While, I suspect I may be waiting some time before I see Bill Berkley’s response on his Facebook page, the Swiss Re video is evidence that the industry is slowly coming around to understanding how social media can help it.

Further evidence came back in April. When Willis wanted to fight back against big brokers being allowed to accept contingent commission again, something Willis ois now allowed to do but is choosing not to, it launched a blog at www.clientsbeforecontingents.com to detail its objections and give updates.

These initiatives are a heartening sign that the industry will drag itself into the 21st century and lose the perception that it is stuck using outmoded methods.

But it still has a way to go. Relatively few companies have blogs or are on Twitter – the internet’s present sensation in which updates are given in 140 characters or less.

There are some notable exceptions. For example, Guy Carpenter’s www.gccapitalideas.com, Zurich’s http://www.zurichriskdebate.com, the various Lloyd’s blogs at http://blogs.lloyds.com and Edwards Angell Palmer & Dodge’s www.insurereinsure.com are examples of regularly updated blogs with useful information, while Allianz, Munich Re America and Aon are some examples of firms that use Twitter well to get information out. In addition, industry associations such as the Insurance Information Institute and the Property Casualty Insurers Association of America also use blogs and Twitter well to inform and spark debate.

There are also some good independent industry bloggers such as reinsurance girl at www.rein4ce.co.uk/blog/ and Reinsurance Blogger at www.reinsuranceblogger.blogspot.com.

But the vast majority of the industry is silent. Many may say social media such as YouTube, Linkedin, Facebook, Twitter and blogs are fads and that they do not see any commercial use for them. They may take a glance at the millions of inane updates on Twitter and Facebook and deduce that they are mere forums for egomaniacs, self-publicists and idiots.

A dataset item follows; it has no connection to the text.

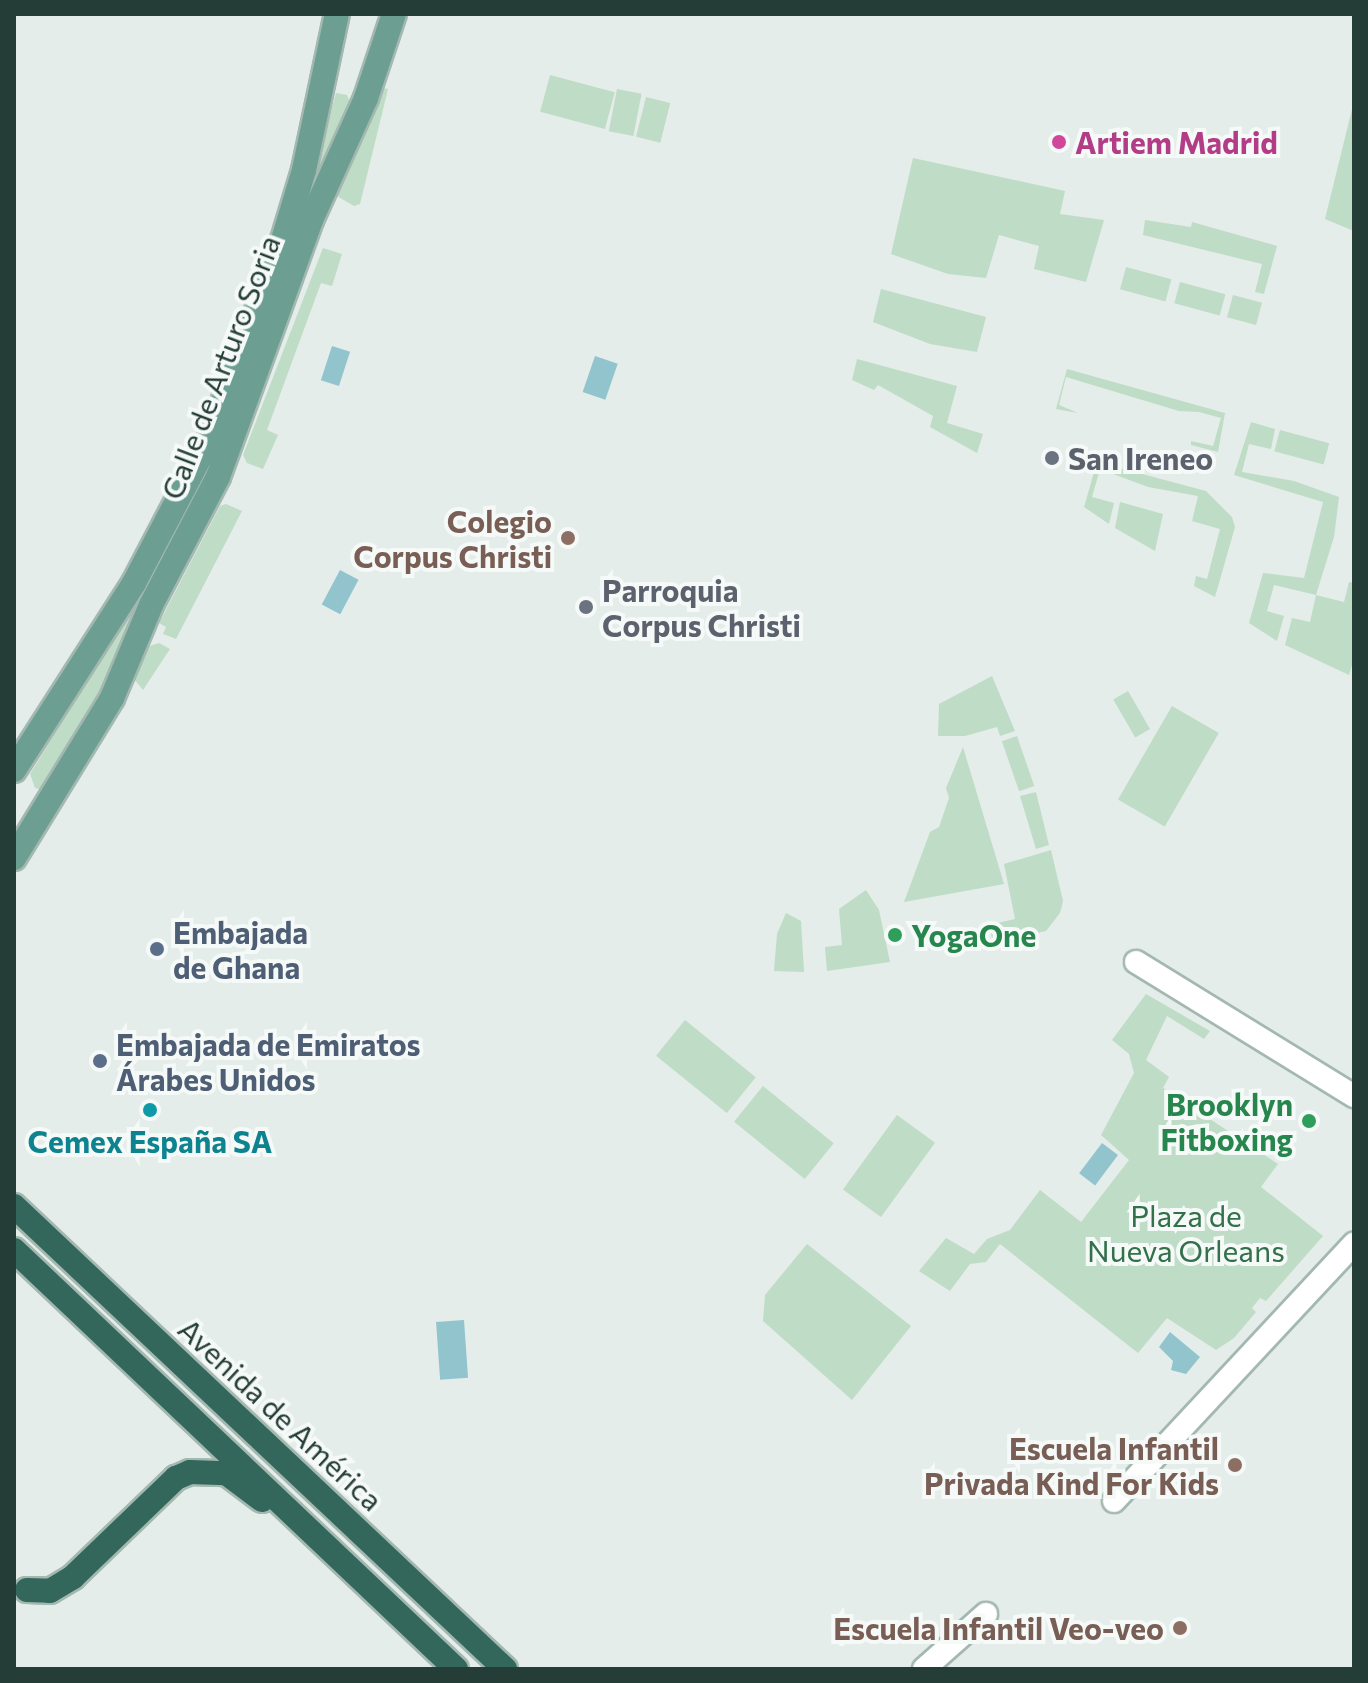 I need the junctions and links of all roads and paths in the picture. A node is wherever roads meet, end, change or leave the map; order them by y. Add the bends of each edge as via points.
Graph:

It is certainly true that boring people with nothing useful to say are boring in any medium, and that they now have more chance to be heard than ever. But the industry ignores social media at its peril. It is an easy and effective way for firms to get their message out, as the numbers if views of Swiss Re’s video show. While the industry may not believe it has any need for social media, the generation now starting out in their careers is accustomed to receiving and processing multitudes of information from a variety of platforms quickly. They will form the core base of customers as well as employees in the future.

The industry is its own worst enemy sometimes. It has long-bemoaned its terrible image among the public. Yet it shuns the chance to influence this perception by ignoring obvious ways to get its message out.

HYPOCRITE ALERT: It is also true that some of the insurance media have a long way to go in getting up to date with the social media. While many are active on Twitter and there are some pretty decent blogs (including our newly-launched sister site InsuranceCapitalRisk.com’s blog at http://dva.insurancecapitalrisk.com/Blogs.html ) not everyone is quite up to date yet.
This includes Reactions. We have a twitter feed www.twitter.com/reactionsnet but no blog. This is something we are looking to rectify in the next couple of weeks. Watch this space…


 


Comments
  • Just some food for thought, that youtube would spread faster if it enabled comments. Sure, you'll get some smart asses making foolish comments, but you might also have just made a very accessible place for folks to engage in a real discussion about HR 3424

    Dan Phelan | 22 Jun 2010

  • Thanks for the shoutout to Munich Re!

    Great article on social media and insurance. I look forward to your new blog!